- **Required action**:
Look through the listing underneath for "canvas", and copy every line that has it.

- **Records**:
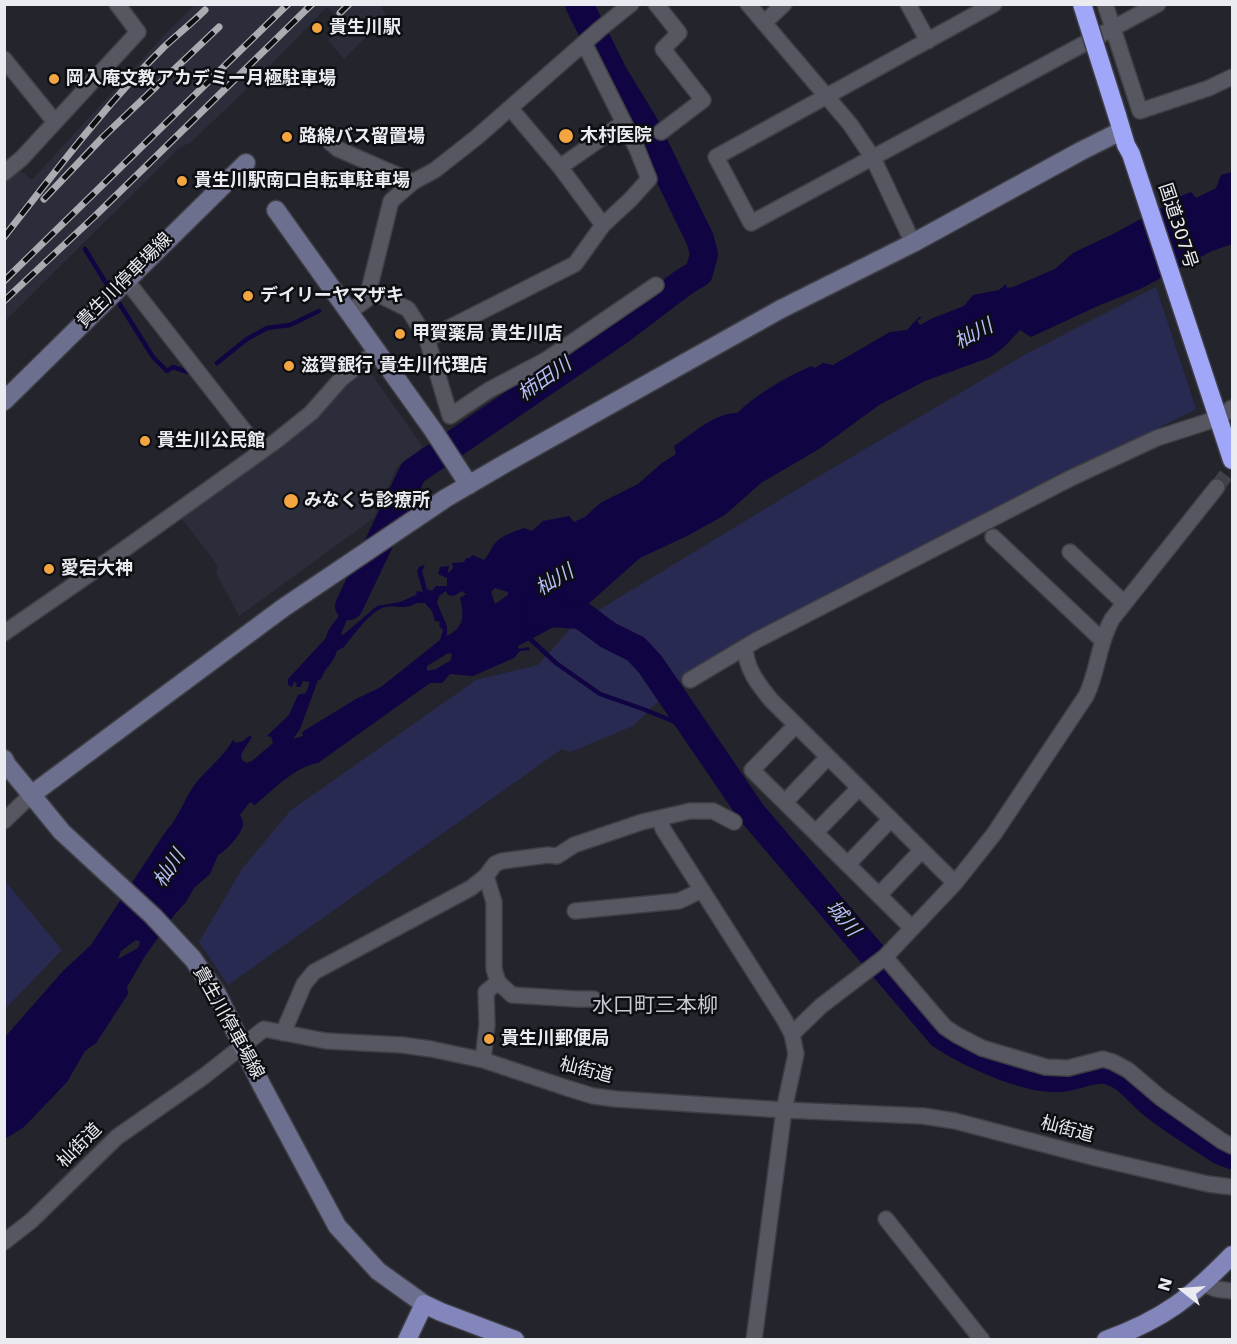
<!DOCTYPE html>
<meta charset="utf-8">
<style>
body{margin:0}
#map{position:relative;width:1237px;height:1344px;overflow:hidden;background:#23242c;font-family:"DejaVu Sans",sans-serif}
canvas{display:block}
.frame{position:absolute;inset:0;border:6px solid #eaebf0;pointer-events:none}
.north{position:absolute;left:1153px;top:1260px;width:60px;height:60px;-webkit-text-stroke:4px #0d0e11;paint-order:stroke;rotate:287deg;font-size:16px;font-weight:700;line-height:24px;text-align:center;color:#eaebf0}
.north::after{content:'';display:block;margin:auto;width:21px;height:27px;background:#eaebf0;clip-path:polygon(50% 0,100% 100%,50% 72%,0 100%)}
</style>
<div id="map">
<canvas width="1237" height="1344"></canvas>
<div class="frame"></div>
<div class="north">N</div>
</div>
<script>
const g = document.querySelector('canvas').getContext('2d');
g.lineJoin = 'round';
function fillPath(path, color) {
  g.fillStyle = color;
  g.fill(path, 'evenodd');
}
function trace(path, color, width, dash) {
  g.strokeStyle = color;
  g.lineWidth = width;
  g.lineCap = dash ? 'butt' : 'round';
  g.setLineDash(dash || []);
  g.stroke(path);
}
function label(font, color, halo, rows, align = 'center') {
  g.font = font + ' "DejaVu Sans","Noto Sans JP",sans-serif';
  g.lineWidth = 5;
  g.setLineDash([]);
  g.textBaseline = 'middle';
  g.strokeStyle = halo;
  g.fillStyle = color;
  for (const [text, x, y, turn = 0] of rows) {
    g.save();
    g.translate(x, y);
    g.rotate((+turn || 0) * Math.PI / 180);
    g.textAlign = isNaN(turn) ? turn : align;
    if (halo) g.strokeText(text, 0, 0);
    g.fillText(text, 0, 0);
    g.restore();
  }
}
fillPath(new Path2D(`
 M195 5H380L387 16 344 59 328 40 335 33 339 37 344 31 338 24 341 21 327 7 253 83 190 143 180 147 5 321V180L19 169 32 180 171 28Z
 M368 369 423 447 397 467 374 518 239 616 216 573 218 566 180 516Z`), '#2c2d3b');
fillPath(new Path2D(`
 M1156 287 1196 409 940 537 685 675 633 726 570 752 562 749 228 985 199 942 242 869 290 811 476 680 538 665 572 627 602 608 806 484 1026 354Z
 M5 881 62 950 5 1009H4Z`), '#292a52');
fillPath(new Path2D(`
 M1232 172V244L1212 251 1140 289 1100 305 1031 337 1020 330 1004 347 991 357 925 381 879 405 819 449 761 483 725 515 687 536 640 558 587 605 561 623 518 646 519 649 529 647 530 650 520 651 514 658 473 676 450 674 442 683H430L318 763C294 767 273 790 255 805L250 802 240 815C242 819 243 820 243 824 243 833 225 852 218 855L210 874 194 888 186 902 175 914 145 956 127 987 128 994 96 1043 85 1051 67 1082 24 1127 5 1139V1037L63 971 91 945 166 831C179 818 183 801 193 787 205 770 223 758 233 740L236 743 243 741 249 736 252 737 241 754 242 760 246 763 252 761 273 743 271 737 267 736 289 715 298 695 306 693 310 682 303 681 300 687H296L297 683 294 682 292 687 288 685V679L326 638C328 627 335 623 340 614 350 598 350 579 368 570L341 634 343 635 377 606 400 602 416 595 417 591 423 592 417 571 420 566 425 565 422 571 427 589 432 591 436 586H447V578L438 574 440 567 449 566 448 572 449 573 453 568 452 563 464 562 466 558H470L472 555 484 560C488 555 490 551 493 546 499 536 514 532 524 528L532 531 543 521 569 516 574 522 585 517 600 503 638 484 662 463 676 454 674 446C693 434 714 413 737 413 758 393 785 378 811 366L815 368 823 363 833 365 890 332 907 330 919 317H922L917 321 920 325 933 318 964 306 973 295 999 290 1006 284 1007 288 1013 287 1055 269 1073 253 1113 234 1165 206 1174 199 1191 192 1196 198 1216 188 1221 175ZM495 588 508 592V595L495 604 491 592ZM446 591 448 595 454 596 462 591 466 594 460 598C464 615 465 627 447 636V626L437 603 439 596ZM417 603H425L432 611 435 621 440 622 439 626 443 630 440 640 381 687 356 699 302 732 303 736 293 739 300 729 318 680 321 679C325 667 333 664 337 651L344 647C353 636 371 610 385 607 399 604 402 611 417 603ZM448 653 452 654 451 660 436 669 427 671V666ZM136 940 140 942 138 948 118 959 121 951Z`), '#110443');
trace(new Path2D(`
 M85 249 109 288
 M119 303 153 357 167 371 173 367 188 372
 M217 363 247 339 267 328 290 325 319 311
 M418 455 423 464
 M527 636 556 663 600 694 643 709 695 730`), '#110443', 4.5);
trace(new Path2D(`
 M349 606 413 472 618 332 684 282 699 273 704 254 700 239 644 124 613 73 579 4
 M534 612 581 615 608 635 636 649 650 664 751 812 941 1035C969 1054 1027 1080 1060 1078 1076 1077 1095 1066 1110 1071 1128 1076 1141 1096 1156 1107 1177 1123 1199 1137 1221 1151L1232 1155`), '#110443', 28);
trace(new Path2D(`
 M1217 487 1232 467`), '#414249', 15, [15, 8]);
const street = new Path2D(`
 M656 4 679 33 663 49 703 100 661 132
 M748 4 850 124 873 158 913 243
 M908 4 928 41
 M994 4 716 157 751 223 1158 4
 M1105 4 1140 111 1209 88 1232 77
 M764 23 784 4
 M4 59 55 122
 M511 109 560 167 603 225
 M330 142 338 149 413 182
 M560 167 623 123
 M4 173 22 158 138 32 117 4
 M126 280 260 451
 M369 290 408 309 427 339 450 416 489 390 546 360 656 285
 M349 312 366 300 369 290 391 201 413 182 435 170 477 137 600 29 631 4
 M427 339 575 264 603 225 630 200 649 179 637 149 584 43
 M993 537 1102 640
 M1070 552 1124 603
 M4 633 81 580 276 441 311 413 341 379 377 351
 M745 647C746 669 758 684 771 700L955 883
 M690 680 757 640 1071 478 1157 438 1219 418 1232 408
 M796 725 752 770 912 928
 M785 802 828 757
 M659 818 663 829 784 1019 792 1034 796 1054 784 1110 754 1340
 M4 821 31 795
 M816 832 859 788
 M848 864 891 819
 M879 895 922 850
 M575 911 679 901 702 890
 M885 957 932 1012 945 1027 957 1035 982 1048 1046 1067 1068 1068 1103 1059 1113 1062 1128 1070 1161 1098 1222 1141 1232 1146
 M498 982 512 995 577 999H594
 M283 1033 304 984 314 972 471 888 486 876 495 864 502 861 548 855 557 856 574 845 642 822 690 811H713L734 822
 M792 1034 821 1006 885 957 955 883 994 834 1086 696C1098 672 1098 644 1112 619L1217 487
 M483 1060 487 1025 486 992 498 982 494 969V902L486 876
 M886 1219 982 1340
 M4 1242 31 1221 117 1137 203 1077 264 1029 326 1041 402 1045 431 1049 483 1060 567 1088 593 1096 616 1099 784 1110 923 1116 955 1121 1096 1158 1208 1184 1232 1187
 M1204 1284 1216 1289 1232 1291`);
const secondary = new Path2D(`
 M276 210 433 430 469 485
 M4 401 246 163
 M4 759 7 765 62 832 153 916 193 959 217 994 262 1086 337 1226 378 1271 424 1304
 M31 795 283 608 446 498 506 463 781 309 913 243 1081 151 1121 131`);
const primary = new Path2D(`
 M407 1340 424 1304 441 1312 515 1340
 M1106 1340C1164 1319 1190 1298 1232 1255`);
const highway = new Path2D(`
 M1117 115 1126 145 1131 154 1232 460`);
trace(street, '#3e3e44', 18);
trace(secondary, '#3e3e44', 21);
trace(primary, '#3e3e44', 21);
trace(highway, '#3e3e44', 21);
trace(street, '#565760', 15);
trace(secondary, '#6c6f8e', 18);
trace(primary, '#8286bb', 18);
trace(highway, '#a0a6f8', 18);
const rail = new Path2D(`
 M340 13 349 4
 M44 199 103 137 219 27
 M4 237C55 172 105 105 164 47 177 35 192 23 205 10
 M4 281 288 4
 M4 301 95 216 312 4`);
trace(rail, '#abacb2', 7);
trace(rail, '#0d0e11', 4.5, [14]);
const highwayBridge = new Path2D(`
 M1082 4 1117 115`);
trace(highwayBridge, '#3e3e44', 21, []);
trace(highwayBridge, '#a0a6f8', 18);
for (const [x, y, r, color] of [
 [317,28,6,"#f2a540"],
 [54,79,6,"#f2a540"],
 [566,136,8,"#f2a540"],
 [287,137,6,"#f2a540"],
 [182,181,6,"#f2a540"],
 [248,296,6,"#f2a540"],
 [400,334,6,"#f2a540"],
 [289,366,6,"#f2a540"],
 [145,441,6,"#f2a540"],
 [291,501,8,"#f2a540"],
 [49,569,6,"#f2a540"],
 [489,1039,6,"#f2a540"]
]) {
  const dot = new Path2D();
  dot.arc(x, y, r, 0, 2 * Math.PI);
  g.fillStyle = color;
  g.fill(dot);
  trace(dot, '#0d0e11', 2);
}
label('bold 18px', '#eaebf0', '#0d0e11', [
 ["貴生川駅",329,28],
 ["岡入庵文教アカデミー月極駐車場",66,79],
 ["木村医院",580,136],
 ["路線バス留置場",299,137],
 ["貴生川駅南口自転車駐車場",194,181],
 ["デイリーヤマザキ",260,296],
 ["甲賀薬局 貴生川店",412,334],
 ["滋賀銀行 貴生川代理店",301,366],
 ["貴生川公民館",157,441],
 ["みなくち診療所",304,501],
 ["愛宕大神",61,569],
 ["貴生川郵便局",501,1039]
], 'left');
label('18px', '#eaebf0', '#0d0e11', [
 ["国道307号",1177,226,72],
 ["貴生川停車場線",125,281,-45],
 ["貴生川停車場線",228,1023,61],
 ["杣街道",586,1071,14],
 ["杣街道",1067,1130,15],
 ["杣街道",80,1146,-45]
]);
label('italic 20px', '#b6bcf7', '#0d0e11', [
 ["杣川",974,335,-28],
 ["柿田川",545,380,-35],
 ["杣川",555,581,-31],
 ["杣川",170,869,-56],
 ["城川",842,919,50]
]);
label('21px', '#c6c8d2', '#0d0e11', [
 ["水口町三本柳",655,1007]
]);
</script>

- **The answer**:
canvas{display:block}
<canvas width="1237" height="1344"></canvas>
const g = document.querySelector('canvas').getContext('2d');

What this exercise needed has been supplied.